# [What is required]
Without any change, set down every record below.

(Stored data entries)
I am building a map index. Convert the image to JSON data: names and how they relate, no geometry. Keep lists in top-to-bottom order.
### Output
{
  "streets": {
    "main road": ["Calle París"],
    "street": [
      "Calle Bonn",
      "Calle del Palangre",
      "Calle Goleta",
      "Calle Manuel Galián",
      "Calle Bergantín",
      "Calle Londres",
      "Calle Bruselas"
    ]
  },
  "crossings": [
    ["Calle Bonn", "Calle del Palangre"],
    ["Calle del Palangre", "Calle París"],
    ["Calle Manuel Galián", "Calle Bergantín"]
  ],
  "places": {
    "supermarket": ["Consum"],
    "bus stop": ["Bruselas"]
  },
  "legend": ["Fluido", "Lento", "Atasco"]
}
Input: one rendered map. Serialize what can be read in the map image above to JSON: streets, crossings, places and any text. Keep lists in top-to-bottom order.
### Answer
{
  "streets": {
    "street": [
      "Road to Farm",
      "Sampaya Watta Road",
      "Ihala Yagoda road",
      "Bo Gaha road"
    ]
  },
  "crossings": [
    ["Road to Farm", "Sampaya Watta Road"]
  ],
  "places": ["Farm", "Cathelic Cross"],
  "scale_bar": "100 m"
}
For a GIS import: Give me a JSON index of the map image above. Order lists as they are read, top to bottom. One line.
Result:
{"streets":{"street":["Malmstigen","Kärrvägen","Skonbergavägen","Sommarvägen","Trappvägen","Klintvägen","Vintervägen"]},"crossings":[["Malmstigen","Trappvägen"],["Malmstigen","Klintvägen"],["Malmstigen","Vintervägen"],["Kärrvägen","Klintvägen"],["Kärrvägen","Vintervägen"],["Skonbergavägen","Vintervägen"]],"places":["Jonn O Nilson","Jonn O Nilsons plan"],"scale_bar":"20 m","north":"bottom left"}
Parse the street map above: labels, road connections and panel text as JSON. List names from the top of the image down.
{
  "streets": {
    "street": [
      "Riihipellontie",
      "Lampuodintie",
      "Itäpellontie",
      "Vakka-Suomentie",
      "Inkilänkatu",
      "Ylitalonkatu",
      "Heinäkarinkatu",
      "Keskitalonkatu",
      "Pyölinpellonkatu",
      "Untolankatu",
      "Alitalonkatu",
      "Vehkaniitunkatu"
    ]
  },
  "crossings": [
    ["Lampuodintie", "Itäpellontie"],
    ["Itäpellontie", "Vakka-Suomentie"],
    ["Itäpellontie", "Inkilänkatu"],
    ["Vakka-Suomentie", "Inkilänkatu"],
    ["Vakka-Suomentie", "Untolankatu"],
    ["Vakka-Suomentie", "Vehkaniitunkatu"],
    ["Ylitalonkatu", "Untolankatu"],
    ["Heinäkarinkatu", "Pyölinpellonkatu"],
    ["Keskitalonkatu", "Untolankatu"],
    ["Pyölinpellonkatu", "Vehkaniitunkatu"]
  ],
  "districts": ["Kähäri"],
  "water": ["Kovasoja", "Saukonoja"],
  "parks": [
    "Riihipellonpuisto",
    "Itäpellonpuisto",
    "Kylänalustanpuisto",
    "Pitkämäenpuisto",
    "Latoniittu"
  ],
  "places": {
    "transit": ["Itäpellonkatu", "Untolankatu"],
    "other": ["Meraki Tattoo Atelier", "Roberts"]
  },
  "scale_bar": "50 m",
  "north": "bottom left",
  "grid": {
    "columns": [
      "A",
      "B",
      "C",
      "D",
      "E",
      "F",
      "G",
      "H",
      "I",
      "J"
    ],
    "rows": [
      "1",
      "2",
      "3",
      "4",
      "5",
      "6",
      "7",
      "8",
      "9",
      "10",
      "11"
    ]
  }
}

# [The completed task]
I am building a map index. Convert the image to JSON data: names and how they relate, no geometry. Keep lists in top-to-bottom order.
### Output
{
  "streets": {
    "main road": ["Calle París"],
    "street": [
      "Calle Bonn",
      "Calle del Palangre",
      "Calle Goleta",
      "Calle Manuel Galián",
      "Calle Bergantín",
      "Calle Londres",
      "Calle Bruselas"
    ]
  },
  "crossings": [
    ["Calle Bonn", "Calle del Palangre"],
    ["Calle del Palangre", "Calle París"],
    ["Calle Manuel Galián", "Calle Bergantín"]
  ],
  "places": {
    "supermarket": ["Consum"],
    "bus stop": ["Bruselas"]
  },
  "legend": ["Fluido", "Lento", "Atasco"]
}
Input: one rendered map. Serialize what can be read in the map image above to JSON: streets, crossings, places and any text. Keep lists in top-to-bottom order.
### Answer
{
  "streets": {
    "street": [
      "Road to Farm",
      "Sampaya Watta Road",
      "Ihala Yagoda road",
      "Bo Gaha road"
    ]
  },
  "crossings": [
    ["Road to Farm", "Sampaya Watta Road"]
  ],
  "places": ["Farm", "Cathelic Cross"],
  "scale_bar": "100 m"
}
For a GIS import: Give me a JSON index of the map image above. Order lists as they are read, top to bottom. One line.
Result:
{"streets":{"street":["Malmstigen","Kärrvägen","Skonbergavägen","Sommarvägen","Trappvägen","Klintvägen","Vintervägen"]},"crossings":[["Malmstigen","Trappvägen"],["Malmstigen","Klintvägen"],["Malmstigen","Vintervägen"],["Kärrvägen","Klintvägen"],["Kärrvägen","Vintervägen"],["Skonbergavägen","Vintervägen"]],"places":["Jonn O Nilson","Jonn O Nilsons plan"],"scale_bar":"20 m","north":"bottom left"}
Parse the street map above: labels, road connections and panel text as JSON. List names from the top of the image down.
{
  "streets": {
    "street": [
      "Riihipellontie",
      "Lampuodintie",
      "Itäpellontie",
      "Vakka-Suomentie",
      "Inkilänkatu",
      "Ylitalonkatu",
      "Heinäkarinkatu",
      "Keskitalonkatu",
      "Pyölinpellonkatu",
      "Untolankatu",
      "Alitalonkatu",
      "Vehkaniitunkatu"
    ]
  },
  "crossings": [
    ["Lampuodintie", "Itäpellontie"],
    ["Itäpellontie", "Vakka-Suomentie"],
    ["Itäpellontie", "Inkilänkatu"],
    ["Vakka-Suomentie", "Inkilänkatu"],
    ["Vakka-Suomentie", "Untolankatu"],
    ["Vakka-Suomentie", "Vehkaniitunkatu"],
    ["Ylitalonkatu", "Untolankatu"],
    ["Heinäkarinkatu", "Pyölinpellonkatu"],
    ["Keskitalonkatu", "Untolankatu"],
    ["Pyölinpellonkatu", "Vehkaniitunkatu"]
  ],
  "districts": ["Kähäri"],
  "water": ["Kovasoja", "Saukonoja"],
  "parks": [
    "Riihipellonpuisto",
    "Itäpellonpuisto",
    "Kylänalustanpuisto",
    "Pitkämäenpuisto",
    "Latoniittu"
  ],
  "places": {
    "transit": ["Itäpellonkatu", "Untolankatu"],
    "other": ["Meraki Tattoo Atelier", "Roberts"]
  },
  "scale_bar": "50 m",
  "north": "bottom left",
  "grid": {
    "columns": [
      "A",
      "B",
      "C",
      "D",
      "E",
      "F",
      "G",
      "H",
      "I",
      "J"
    ],
    "rows": [
      "1",
      "2",
      "3",
      "4",
      "5",
      "6",
      "7",
      "8",
      "9",
      "10",
      "11"
    ]
  }
}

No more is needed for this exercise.